Stored data entries:
========

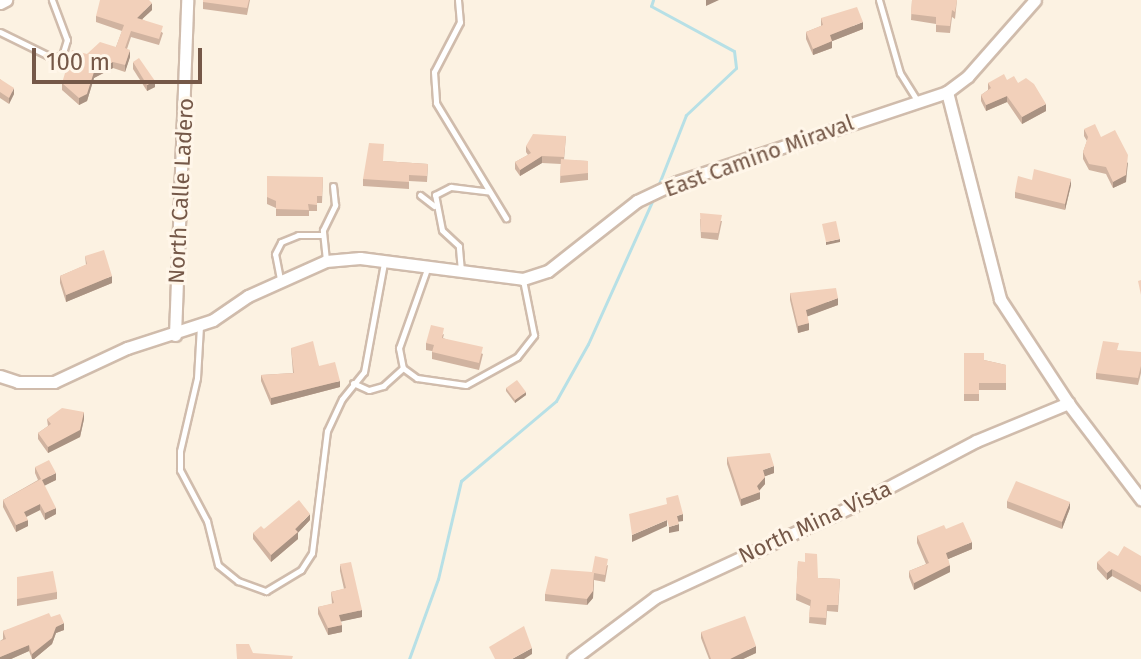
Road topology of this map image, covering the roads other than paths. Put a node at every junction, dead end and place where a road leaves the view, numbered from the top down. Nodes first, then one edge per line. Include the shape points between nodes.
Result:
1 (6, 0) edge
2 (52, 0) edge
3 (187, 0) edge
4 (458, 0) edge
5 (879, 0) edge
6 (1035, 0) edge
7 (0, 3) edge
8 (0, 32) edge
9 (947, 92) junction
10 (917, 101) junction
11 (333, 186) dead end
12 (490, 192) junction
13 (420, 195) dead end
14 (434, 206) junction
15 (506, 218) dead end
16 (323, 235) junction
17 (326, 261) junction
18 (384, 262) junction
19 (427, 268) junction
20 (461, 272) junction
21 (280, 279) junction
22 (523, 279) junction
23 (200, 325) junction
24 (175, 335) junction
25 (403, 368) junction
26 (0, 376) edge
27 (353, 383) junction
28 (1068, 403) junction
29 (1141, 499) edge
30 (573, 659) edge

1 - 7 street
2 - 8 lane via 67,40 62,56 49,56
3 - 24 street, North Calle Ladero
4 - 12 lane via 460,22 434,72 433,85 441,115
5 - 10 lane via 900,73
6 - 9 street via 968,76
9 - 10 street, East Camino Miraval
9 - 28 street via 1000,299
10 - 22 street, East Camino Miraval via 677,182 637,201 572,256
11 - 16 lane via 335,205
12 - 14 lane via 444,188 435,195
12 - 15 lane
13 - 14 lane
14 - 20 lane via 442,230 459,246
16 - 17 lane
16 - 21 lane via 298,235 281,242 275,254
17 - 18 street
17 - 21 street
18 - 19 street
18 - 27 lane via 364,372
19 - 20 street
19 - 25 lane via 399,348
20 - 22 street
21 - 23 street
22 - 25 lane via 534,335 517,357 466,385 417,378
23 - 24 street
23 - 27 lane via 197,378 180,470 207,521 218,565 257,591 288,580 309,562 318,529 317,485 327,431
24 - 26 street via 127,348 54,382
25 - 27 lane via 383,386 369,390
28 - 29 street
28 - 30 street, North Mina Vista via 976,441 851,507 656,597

========

▸ **GOAL OF THE EXERCISE**
Return each line from the data where the string "North" can be found.

▸ **EXERCISE RESULT**
3 - 24 street, North Calle Ladero
28 - 30 street, North Mina Vista via 976,441 851,507 656,597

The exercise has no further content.